今後は配送付帯業務や365日納品、ピース納品の見直し、納品リードタイムは2日以上に延長、特売品などの計画発注化といった改善を進めるため、小売側との協議を進める方針だ。

また温度帯が同じ他業種の荷主との連携や物流事業者への積合せ輸送の実施、中継地点での商品在庫の一定保管体制構築など、業界内外での物流共同配送を推進。積載効率の向上を図る。

「冷蔵配送網が整備されていない時代に、業界では各社が配送トラックを保有してお客様に商品を届けてきた。だが必要な機能も時代とともに変わってきている。宣言を通して、三方よし、四方よしの精神で取り組みたい」(伊藤ハム・伊藤功一社長)。

「現行の納品条件ではわれわれの側の改善にも限界がある。お客様にも条件の見直しなどご相談させていただくので、ご協力をいただきたい」(日本ハム・井川伸久社長)。

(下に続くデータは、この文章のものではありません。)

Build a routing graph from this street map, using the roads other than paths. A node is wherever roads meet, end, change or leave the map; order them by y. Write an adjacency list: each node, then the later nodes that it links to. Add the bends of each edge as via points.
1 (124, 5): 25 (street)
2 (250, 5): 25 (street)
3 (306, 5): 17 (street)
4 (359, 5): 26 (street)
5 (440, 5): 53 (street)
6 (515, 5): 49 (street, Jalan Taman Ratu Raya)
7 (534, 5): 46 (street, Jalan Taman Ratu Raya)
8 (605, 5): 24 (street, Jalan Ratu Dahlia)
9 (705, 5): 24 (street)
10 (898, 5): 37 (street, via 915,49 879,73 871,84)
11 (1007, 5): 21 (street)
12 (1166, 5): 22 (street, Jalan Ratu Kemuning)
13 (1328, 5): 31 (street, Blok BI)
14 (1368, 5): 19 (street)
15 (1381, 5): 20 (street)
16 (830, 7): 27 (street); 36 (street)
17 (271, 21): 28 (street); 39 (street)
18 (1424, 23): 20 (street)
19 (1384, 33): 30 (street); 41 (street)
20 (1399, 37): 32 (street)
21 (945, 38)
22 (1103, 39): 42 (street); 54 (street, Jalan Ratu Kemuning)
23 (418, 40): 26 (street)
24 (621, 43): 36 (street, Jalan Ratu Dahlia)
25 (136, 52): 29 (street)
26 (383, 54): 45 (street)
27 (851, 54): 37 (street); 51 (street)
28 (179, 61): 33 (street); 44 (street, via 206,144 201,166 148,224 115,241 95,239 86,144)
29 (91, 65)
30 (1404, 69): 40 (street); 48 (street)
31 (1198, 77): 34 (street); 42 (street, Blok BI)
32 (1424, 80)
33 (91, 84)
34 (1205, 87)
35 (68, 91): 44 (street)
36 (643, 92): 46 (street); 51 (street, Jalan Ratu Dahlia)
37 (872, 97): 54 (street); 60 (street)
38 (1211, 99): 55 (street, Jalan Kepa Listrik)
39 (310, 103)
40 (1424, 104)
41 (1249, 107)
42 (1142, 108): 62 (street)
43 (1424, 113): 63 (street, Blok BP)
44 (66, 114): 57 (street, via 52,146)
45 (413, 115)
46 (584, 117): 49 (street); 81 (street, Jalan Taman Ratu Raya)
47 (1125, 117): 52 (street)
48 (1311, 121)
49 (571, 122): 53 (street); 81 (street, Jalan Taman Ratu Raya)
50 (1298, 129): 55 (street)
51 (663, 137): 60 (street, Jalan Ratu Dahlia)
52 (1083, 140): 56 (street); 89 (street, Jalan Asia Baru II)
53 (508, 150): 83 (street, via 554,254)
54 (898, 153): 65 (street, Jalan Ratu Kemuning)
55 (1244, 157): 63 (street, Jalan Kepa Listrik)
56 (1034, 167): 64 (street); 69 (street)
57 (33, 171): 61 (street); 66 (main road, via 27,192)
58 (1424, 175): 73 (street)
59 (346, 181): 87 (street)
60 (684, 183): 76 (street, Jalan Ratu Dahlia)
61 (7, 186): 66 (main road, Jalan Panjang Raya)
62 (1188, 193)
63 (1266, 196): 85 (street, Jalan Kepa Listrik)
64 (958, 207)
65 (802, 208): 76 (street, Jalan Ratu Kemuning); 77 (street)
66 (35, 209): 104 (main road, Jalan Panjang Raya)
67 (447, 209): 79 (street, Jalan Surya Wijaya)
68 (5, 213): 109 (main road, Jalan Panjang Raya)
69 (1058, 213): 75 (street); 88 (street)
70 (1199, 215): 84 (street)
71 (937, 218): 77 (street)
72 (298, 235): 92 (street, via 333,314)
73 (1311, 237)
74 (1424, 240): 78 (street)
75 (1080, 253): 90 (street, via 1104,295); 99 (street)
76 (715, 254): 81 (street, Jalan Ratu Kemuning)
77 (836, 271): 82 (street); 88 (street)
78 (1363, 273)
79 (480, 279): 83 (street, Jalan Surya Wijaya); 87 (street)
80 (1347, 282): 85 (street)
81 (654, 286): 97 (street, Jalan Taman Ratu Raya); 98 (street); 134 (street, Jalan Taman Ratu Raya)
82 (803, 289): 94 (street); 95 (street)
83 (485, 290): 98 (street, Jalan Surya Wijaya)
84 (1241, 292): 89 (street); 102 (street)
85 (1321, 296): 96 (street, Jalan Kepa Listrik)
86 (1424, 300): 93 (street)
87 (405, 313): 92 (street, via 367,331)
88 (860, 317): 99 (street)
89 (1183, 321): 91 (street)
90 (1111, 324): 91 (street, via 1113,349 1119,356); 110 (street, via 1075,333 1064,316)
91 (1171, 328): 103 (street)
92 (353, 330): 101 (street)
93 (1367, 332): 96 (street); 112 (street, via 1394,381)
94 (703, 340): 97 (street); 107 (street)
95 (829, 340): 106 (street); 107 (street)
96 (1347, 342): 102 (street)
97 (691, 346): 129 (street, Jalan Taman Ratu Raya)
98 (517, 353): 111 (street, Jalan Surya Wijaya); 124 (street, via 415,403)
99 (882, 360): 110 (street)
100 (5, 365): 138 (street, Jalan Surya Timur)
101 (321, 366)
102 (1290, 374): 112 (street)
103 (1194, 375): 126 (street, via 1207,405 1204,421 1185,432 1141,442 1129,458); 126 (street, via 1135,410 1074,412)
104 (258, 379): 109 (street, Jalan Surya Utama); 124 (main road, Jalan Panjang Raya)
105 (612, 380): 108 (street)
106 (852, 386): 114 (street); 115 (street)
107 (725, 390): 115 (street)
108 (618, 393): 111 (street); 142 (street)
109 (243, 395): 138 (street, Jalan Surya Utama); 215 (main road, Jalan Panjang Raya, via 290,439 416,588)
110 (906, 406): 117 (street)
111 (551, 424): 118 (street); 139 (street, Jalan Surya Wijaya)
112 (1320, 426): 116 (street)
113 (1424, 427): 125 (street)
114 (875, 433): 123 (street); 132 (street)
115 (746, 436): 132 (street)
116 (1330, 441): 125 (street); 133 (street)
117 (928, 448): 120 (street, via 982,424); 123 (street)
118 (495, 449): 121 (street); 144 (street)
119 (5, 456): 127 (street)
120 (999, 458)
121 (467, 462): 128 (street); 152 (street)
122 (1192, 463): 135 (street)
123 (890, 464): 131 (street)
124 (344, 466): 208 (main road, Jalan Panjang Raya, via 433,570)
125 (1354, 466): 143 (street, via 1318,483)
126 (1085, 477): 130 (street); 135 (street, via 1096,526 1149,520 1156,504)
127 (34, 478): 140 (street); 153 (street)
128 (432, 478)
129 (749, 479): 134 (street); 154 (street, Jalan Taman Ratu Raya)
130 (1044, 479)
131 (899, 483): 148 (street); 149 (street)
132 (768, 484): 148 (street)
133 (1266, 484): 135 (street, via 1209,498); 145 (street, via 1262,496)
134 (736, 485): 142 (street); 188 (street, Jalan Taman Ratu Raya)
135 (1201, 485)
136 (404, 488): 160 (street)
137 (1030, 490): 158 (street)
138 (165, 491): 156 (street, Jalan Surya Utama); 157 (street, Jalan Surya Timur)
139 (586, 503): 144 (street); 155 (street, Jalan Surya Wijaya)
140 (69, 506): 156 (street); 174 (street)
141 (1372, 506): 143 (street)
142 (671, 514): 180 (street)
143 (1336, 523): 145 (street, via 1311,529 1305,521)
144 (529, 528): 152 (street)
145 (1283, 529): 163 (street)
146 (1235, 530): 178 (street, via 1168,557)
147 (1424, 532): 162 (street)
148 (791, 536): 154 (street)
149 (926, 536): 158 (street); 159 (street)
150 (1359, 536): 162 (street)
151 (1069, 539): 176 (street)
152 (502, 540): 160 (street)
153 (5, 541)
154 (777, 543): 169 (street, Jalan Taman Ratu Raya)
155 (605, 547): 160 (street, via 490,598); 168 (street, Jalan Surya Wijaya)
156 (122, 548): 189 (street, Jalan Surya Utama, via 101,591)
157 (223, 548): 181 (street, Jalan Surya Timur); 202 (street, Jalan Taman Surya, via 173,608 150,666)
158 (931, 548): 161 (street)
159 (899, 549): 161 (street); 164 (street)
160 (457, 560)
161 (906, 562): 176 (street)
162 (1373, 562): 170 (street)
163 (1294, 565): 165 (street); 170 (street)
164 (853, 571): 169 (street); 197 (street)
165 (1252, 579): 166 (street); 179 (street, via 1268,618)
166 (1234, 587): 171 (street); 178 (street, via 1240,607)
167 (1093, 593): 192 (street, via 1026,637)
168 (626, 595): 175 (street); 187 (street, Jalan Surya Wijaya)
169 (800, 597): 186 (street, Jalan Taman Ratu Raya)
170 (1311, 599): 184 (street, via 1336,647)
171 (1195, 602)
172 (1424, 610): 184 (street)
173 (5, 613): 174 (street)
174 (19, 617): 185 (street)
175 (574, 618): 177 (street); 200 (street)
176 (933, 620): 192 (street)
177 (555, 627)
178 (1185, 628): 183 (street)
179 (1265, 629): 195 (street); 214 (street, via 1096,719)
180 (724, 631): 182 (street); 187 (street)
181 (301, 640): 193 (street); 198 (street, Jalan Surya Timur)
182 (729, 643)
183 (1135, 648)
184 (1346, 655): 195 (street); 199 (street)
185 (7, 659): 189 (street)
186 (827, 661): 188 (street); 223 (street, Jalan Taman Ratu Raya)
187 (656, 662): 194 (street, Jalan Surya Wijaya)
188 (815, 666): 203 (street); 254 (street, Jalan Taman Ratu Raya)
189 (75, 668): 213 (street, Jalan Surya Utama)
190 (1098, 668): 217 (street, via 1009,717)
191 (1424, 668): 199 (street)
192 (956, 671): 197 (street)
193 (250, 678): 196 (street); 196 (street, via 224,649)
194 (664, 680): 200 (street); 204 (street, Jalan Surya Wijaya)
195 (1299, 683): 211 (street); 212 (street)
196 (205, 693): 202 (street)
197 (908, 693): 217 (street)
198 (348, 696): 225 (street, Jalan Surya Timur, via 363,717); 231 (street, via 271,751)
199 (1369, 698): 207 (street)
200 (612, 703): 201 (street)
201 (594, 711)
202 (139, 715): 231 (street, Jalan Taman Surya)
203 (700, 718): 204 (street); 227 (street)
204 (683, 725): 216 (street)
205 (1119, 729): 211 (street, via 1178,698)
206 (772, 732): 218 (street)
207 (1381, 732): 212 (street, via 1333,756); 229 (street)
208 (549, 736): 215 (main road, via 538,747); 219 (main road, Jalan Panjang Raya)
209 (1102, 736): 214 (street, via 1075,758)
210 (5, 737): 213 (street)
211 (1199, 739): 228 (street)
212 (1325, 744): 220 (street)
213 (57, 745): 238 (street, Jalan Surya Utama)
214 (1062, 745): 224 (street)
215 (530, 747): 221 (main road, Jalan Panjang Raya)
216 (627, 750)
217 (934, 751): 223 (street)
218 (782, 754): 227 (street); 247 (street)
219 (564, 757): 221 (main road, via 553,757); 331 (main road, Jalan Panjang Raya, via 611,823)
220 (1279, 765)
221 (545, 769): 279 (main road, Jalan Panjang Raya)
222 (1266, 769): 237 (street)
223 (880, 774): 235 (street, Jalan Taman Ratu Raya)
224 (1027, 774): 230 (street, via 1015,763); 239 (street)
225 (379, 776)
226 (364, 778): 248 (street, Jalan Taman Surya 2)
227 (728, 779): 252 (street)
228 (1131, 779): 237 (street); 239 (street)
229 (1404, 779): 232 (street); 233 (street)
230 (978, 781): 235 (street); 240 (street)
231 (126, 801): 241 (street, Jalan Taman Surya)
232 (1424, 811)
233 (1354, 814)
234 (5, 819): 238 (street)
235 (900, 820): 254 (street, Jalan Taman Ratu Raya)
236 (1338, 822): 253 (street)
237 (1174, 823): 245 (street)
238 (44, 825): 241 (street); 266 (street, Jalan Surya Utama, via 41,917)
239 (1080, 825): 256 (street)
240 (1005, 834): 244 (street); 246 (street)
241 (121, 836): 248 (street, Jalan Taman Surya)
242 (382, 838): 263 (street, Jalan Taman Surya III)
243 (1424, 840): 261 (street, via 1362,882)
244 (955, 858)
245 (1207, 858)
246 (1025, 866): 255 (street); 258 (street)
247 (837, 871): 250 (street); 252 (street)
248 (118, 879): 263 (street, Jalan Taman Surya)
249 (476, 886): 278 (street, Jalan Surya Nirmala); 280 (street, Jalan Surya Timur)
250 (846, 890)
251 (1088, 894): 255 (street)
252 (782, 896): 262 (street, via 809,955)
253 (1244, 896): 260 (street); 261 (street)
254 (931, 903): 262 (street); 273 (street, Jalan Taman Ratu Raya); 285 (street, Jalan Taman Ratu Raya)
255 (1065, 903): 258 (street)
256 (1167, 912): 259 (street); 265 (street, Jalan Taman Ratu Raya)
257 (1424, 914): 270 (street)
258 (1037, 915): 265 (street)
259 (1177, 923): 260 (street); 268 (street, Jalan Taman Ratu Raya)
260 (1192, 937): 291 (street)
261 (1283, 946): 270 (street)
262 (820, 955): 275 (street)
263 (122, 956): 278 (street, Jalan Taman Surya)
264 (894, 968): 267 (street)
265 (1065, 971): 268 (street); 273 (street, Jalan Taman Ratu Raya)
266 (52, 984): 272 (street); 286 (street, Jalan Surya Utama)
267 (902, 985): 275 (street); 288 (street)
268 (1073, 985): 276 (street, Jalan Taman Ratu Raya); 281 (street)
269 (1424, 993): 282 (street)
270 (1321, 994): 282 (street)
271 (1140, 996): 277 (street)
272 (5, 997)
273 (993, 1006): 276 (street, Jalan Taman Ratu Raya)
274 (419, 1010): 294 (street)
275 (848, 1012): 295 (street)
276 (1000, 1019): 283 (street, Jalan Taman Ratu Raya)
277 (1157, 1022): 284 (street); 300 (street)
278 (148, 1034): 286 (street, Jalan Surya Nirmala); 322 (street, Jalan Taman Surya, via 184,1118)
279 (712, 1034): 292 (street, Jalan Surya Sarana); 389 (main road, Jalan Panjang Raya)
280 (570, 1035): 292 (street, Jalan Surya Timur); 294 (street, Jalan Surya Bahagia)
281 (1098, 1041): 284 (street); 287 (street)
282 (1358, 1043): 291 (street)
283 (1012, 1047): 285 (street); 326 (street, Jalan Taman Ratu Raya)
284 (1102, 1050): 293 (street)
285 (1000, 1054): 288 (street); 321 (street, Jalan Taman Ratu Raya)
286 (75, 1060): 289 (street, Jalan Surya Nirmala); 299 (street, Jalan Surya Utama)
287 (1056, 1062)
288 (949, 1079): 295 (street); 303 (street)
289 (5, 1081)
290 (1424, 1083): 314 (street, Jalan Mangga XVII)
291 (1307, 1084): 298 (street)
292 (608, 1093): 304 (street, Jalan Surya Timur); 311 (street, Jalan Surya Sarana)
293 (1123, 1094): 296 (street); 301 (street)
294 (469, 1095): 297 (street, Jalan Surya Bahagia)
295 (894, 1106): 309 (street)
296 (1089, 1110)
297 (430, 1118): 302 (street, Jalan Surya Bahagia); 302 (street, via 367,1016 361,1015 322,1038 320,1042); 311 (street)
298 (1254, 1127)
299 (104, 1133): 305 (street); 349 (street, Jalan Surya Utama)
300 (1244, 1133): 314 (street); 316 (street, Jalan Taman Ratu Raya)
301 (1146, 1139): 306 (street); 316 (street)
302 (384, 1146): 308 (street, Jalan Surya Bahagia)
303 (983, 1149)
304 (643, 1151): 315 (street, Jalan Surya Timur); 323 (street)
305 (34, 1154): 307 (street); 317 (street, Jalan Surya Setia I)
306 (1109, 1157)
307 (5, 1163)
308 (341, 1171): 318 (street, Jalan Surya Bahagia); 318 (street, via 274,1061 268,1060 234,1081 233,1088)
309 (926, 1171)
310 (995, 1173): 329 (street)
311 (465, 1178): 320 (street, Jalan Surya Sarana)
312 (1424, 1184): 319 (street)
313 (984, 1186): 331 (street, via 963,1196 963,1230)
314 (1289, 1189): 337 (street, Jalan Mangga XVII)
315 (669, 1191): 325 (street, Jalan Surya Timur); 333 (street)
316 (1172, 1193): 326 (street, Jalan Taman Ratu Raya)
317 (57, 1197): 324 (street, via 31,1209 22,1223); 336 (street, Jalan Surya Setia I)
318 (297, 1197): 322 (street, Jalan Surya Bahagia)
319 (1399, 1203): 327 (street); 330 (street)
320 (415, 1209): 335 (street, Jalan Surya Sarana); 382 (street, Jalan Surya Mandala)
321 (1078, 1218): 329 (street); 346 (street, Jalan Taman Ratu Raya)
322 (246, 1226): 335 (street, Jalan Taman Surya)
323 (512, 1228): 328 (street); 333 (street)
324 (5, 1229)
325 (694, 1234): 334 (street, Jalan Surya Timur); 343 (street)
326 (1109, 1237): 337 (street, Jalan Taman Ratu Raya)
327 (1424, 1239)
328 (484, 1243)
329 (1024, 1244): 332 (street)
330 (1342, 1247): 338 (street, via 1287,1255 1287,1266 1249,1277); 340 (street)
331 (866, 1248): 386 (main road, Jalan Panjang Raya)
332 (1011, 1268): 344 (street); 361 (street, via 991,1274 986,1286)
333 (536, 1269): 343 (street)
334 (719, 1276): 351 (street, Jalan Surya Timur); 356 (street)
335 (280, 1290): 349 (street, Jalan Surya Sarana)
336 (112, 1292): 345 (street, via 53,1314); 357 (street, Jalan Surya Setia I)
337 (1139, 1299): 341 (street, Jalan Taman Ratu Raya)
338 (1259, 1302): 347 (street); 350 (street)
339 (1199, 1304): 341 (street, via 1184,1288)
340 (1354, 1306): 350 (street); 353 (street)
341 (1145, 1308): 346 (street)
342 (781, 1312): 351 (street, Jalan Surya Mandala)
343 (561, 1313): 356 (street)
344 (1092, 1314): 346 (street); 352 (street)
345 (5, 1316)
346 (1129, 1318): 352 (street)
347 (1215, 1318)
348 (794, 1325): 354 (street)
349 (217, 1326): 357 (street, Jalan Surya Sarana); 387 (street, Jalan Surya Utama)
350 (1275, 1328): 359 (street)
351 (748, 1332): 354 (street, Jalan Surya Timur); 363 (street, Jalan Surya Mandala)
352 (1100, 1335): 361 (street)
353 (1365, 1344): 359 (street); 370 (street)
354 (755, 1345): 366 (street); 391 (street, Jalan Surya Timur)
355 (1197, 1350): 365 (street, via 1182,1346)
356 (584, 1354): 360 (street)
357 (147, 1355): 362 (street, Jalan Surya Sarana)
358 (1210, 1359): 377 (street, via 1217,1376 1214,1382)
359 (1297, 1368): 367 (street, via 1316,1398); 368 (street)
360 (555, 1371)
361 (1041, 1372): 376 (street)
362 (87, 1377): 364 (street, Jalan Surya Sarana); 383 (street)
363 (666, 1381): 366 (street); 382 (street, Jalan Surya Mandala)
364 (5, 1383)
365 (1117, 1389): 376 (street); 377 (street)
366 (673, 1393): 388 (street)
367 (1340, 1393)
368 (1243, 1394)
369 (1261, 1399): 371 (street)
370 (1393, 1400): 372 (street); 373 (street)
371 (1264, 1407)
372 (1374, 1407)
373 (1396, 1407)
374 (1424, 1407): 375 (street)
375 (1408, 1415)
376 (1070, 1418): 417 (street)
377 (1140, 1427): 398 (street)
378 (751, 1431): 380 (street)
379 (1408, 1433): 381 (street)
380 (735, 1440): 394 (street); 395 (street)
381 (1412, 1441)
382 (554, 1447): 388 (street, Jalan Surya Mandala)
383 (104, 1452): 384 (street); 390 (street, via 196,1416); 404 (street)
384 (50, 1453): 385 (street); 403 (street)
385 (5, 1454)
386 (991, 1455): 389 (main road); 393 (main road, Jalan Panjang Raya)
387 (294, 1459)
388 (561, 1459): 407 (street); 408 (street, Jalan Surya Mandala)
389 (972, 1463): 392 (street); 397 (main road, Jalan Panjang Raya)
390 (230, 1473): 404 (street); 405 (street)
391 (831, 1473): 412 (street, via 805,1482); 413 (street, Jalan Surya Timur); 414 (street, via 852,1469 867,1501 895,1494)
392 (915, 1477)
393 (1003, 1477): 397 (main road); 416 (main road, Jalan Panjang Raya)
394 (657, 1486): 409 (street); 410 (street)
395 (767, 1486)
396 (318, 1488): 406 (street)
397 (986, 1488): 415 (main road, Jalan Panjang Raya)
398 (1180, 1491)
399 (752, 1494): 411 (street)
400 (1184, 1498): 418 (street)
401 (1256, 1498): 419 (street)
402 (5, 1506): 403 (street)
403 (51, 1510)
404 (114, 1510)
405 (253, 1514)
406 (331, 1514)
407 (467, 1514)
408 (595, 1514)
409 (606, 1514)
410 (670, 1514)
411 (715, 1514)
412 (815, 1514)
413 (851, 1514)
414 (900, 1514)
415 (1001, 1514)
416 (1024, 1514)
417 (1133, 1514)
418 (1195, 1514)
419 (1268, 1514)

「少なくともリードタイムは2日以上確保したい。配送も、たとえば2日に1回にできないかなど、流通と相談して理解を得たい」(プリマハム・千葉尚登社長)。

「個社での取り組みには限界があり、全体で最適化を図る必要がある。関連業界とも力を合わせ、枠を超えて輸送力不足を解決したい」(丸大食品・佐藤勇二社長)。

ただ納品条件の見直しに向けた流通との協議は難航も予想され、各社とも数年かけて腰を据えて取り組む。物流課題の解決を通じて、省エネやCO2削減による気候変動対策など社会・環境分野でSDGsへの貢献にもつなげたい考えだ。